Water purifying bacteria

Written by Asu Erden

The cost of running and maintaining water filtration systems prevents smaller communities from accessing drinking water. Water purifying bacteria may provide the solution.

Normal vs. improved membrane system

Normal vs. improved membrane system (1).

Membrane filters incorporating bacterial biofilms are widely used in cities worldwide to generate drinking water. While highly effective, these membranes rely on trained technicians and costly power plants to operate. Now Pierre Bérubé and his team at the University of British Columbia present, in the journal Water Research, a modified biofilm-based system that reduces operating costs and the need for complex infrastructure.

“Over the past two decades, the philosophy of trying to increase membrane performance has been to try to push more liquid through [the biofilms],” said Bérubé. These strong water fluxes require expensive mechanical pumps running non-stop and costly cleaning procedures. “These systems aren’t used in small communities because they don’t have the operator skills to run them, the money to design and maintain them, or the necessary continuous power supplies,” said Patricia Oka, first author of the study.

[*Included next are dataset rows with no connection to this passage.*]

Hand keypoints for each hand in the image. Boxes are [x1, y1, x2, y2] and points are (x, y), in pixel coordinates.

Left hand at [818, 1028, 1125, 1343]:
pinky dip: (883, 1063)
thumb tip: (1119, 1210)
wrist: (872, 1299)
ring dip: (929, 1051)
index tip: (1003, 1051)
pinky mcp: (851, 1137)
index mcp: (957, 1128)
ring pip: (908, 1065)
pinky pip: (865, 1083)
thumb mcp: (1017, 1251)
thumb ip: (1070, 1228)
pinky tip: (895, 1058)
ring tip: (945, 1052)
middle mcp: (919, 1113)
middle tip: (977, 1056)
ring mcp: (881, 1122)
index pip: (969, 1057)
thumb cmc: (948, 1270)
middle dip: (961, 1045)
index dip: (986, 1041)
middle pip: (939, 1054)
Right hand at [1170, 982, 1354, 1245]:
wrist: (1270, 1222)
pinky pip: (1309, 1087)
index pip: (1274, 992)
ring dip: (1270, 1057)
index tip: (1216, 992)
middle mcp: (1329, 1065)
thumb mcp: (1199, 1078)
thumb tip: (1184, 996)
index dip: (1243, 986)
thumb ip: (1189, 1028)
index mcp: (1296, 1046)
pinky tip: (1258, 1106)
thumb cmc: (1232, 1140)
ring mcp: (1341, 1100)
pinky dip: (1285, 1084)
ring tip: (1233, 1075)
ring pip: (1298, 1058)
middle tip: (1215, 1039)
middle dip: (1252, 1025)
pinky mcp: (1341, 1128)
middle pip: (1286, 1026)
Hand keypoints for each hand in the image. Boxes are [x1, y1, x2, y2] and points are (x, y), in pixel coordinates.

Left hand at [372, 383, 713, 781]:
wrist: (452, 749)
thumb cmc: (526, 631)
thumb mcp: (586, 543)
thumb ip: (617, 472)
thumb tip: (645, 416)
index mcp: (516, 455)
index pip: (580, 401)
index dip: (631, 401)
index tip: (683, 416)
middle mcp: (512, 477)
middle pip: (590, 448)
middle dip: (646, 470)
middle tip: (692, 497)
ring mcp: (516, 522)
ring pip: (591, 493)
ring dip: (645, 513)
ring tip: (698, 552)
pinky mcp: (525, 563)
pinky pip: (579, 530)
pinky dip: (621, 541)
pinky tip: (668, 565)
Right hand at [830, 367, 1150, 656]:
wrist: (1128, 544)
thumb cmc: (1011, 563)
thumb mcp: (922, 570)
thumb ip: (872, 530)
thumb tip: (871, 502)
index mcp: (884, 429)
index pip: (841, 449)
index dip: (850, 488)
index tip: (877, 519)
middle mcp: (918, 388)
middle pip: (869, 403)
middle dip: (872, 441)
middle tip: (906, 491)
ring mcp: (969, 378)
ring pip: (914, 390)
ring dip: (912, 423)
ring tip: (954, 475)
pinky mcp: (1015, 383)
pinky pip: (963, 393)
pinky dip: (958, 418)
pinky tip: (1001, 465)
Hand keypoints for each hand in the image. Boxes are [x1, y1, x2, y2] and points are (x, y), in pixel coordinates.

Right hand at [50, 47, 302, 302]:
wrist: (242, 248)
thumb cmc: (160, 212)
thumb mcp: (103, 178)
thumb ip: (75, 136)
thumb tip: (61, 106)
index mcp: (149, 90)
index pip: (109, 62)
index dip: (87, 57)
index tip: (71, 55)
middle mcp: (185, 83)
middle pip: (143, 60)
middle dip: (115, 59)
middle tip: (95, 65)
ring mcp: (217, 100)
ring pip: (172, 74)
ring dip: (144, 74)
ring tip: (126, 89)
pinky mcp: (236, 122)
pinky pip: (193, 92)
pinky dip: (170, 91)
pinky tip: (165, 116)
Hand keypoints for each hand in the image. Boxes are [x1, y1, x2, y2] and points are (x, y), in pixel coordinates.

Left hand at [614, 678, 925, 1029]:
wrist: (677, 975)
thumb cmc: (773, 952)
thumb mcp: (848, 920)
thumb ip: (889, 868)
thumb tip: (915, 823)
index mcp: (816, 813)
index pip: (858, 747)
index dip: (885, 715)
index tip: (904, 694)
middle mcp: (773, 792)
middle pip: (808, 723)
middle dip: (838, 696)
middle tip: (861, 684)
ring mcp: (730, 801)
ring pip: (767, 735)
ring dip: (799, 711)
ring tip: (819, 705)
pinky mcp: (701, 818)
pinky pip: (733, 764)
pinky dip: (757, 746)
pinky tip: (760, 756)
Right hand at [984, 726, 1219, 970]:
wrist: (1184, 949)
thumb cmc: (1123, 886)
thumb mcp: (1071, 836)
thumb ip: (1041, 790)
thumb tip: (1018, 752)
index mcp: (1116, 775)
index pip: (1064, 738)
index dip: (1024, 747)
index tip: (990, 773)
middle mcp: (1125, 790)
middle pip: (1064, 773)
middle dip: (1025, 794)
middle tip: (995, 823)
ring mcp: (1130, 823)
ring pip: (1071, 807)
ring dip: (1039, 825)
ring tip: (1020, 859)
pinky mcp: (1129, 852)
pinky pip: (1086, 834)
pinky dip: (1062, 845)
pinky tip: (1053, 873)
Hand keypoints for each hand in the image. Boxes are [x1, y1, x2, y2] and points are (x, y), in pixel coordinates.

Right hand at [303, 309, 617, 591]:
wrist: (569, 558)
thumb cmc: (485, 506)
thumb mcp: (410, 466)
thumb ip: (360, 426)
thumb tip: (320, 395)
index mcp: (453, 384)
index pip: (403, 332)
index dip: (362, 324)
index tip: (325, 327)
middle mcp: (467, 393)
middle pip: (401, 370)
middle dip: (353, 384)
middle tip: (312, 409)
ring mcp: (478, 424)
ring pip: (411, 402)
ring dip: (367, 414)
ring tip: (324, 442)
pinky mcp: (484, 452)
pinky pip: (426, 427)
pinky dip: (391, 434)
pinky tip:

To improve these filters, Oka turned to the properties of biological membranes. Compared to water filters, membranes in our bodies—such as in our gut—operate at low rates, filtering less material than is forcibly pushed through artificial filtration biofilms. Oka therefore started by reducing water throughput passing through the biofilms and saw a sharp reduction in contaminant accumulation, thereby reducing cleaning costs.

But less flux means less water can be filtered at once. Thankfully, seeding bacterial biofilms is relatively inexpensive, making up only a fraction of the cost of filtration membranes. Growing more biofilms was sufficient to restore the filters’ processing efficiency.

To remove the need for the mechanical pumps required by membrane systems, Oka took advantage of gravity to create a water flux. She built a smaller tank below the main one thereby creating water pressure from top to bottom. This forced water through the biofilms, allowing bacteria to efficiently remove organic material from the water.

“The system that we developed is as little work as having an aquarium in your house,” said Bérubé. “You need to clean it and make sure your fish [or here, bacteria] are alive, but it doesn’t require you to add many chemicals or fix pumps.”

The team started their first pilot in West Vancouver last week and is hoping to expand this system to Native American communities in the next few months.